Dire che la mia città è immobile tra le nebbie, ha un significato un po' più esteso. Anche oggi, in cui è scoppiata la primavera, è un po' questo stato mentale simile a una leggera nebbiolina virtuale che ne costituisce assieme il limite ed il fascino. perchè forzatamente una città anziana, è legata a situazioni di un tempo passato e a sensazioni nostalgiche non prive di rassicurazione. E' un po' un modo per allontanare problemi troppo nuovi, guerre incomprese alle porte, torme di temuti barbari e sconvolgimenti troppo moderni per individuare se vi sono comunque aspetti positivi, sfide da raccogliere ed opportunità da cogliere. Così mentre il mondo è attento a reati che vent'anni fa neanche si immaginavano, clonatori di crediti, furti di identità, stalking e criminali elettronici che dipingono un nuovo archetipo di malavitoso, ecco che ad Alessandria spunta un delitto che nella sua antica tipologia, quasi rasserena la cittadinanza.

Altro che giustizia lumaca, in pochi giorni è stato colto sul fatto e condannato un ladro di polli. Il fatto in sé è degno di racconto proprio per il fascino della storia.
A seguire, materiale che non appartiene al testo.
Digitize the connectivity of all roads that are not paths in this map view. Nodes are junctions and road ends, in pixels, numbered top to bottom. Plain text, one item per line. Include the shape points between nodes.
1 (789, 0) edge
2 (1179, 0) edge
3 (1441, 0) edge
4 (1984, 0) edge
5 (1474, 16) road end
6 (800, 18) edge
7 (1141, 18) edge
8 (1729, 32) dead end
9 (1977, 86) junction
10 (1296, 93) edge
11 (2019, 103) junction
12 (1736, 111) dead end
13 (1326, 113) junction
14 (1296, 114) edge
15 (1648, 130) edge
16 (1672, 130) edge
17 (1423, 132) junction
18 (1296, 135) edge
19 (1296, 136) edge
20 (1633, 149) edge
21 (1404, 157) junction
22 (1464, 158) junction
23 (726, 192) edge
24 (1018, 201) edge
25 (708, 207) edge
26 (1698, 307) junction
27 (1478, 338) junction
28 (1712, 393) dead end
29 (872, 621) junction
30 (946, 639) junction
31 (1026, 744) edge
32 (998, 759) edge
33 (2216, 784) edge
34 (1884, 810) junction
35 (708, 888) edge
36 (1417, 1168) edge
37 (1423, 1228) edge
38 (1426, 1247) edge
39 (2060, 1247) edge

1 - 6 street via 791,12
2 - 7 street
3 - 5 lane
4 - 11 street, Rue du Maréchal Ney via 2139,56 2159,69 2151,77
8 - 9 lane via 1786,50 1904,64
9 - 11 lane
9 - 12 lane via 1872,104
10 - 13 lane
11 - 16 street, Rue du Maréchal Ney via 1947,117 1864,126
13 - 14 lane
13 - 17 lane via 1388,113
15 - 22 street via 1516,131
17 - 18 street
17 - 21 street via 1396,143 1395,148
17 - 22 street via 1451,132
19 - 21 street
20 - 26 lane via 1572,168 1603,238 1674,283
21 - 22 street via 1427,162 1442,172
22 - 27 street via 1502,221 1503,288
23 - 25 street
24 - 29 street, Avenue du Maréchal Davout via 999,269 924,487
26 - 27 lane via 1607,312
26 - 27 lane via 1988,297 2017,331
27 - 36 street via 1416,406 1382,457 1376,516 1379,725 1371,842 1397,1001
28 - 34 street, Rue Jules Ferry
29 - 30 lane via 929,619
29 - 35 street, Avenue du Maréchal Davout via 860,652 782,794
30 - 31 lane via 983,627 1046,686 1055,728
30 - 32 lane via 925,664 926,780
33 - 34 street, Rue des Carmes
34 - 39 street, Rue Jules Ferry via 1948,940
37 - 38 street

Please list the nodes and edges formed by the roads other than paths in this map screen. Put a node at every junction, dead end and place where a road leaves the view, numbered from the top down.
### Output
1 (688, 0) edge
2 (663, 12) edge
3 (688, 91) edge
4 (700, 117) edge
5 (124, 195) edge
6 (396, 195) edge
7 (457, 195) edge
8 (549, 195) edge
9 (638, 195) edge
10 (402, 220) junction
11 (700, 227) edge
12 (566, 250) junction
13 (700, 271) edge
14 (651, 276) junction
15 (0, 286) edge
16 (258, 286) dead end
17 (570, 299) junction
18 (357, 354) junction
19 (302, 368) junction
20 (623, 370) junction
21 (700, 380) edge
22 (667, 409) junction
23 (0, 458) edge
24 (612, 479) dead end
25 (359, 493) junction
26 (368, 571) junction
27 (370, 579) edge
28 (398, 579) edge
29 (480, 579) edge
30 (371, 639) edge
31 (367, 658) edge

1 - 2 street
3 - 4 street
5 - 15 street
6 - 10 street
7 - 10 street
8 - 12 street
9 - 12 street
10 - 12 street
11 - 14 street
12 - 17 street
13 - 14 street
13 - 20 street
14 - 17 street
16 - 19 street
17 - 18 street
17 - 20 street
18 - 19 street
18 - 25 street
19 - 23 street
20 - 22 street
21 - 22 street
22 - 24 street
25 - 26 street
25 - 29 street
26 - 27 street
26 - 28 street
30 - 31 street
Un pensionato, abitante sopra uno degli storici negozi alessandrini, noto per i suoi spiedi avicoli, è stato incaricato di eseguire piccoli lavoretti artigianali all'interno del negozio, perchè è sempre meglio fidarsi delle persone conosciute. Eseguiti gli stessi con perizia e restituita la chiave, di cui pare sia stata fatta debita copia, per quasi un anno, il mariuolo si introduceva nottetempo nel grande frigorifero del negozio stesso, prelevando ogni giorno vuoi un polletto allo spiedo, vuoi un fesa di tacchino, vuoi qualcun'altra delle delizie prodotte durante la giornata e tanto apprezzate dai miei concittadini. Sulle prime nessuno si accorgeva della cosa o quanto meno le mancanze erano numericamente così lievi da non destare sospetti, incidendo, come dicono gli statistici, in maniera non significativa sul monte polli.

Ma alla lunga, poiché, si sa, l'appetito vien mangiando, mancò anche qualche soldo in cassa e una attenta verifica di magazzino suffragò i sospetti di un Arsenio Poulin seriale. Fatti gli appostamenti, già alla seconda sera, il birbo venne preso come si dice, con le mani sui polli e assicurato alle patrie galere dove giudicato per direttissima viene condannato ieri ad un anno di prigione. Oltre alla flagranza di reato infatti hanno giocato a suo sfavore l'evidente stato di buona nutrizione, incompatibile con lo status di pensionato, evidenza che il difensore non ha potuto negare. Poichè il reo ha comunque meno di 65 anni, non potrà nenche sperare in una legge speciale ad personam con effetto retroattivo che riduca i termini di prescrizione su un processo che comunque per prudenza è già stato celebrato. E comunque non aveva neanche il cognome cominciante per B.


Refoli spiranti da: La Stampa, 5 aprile 2011.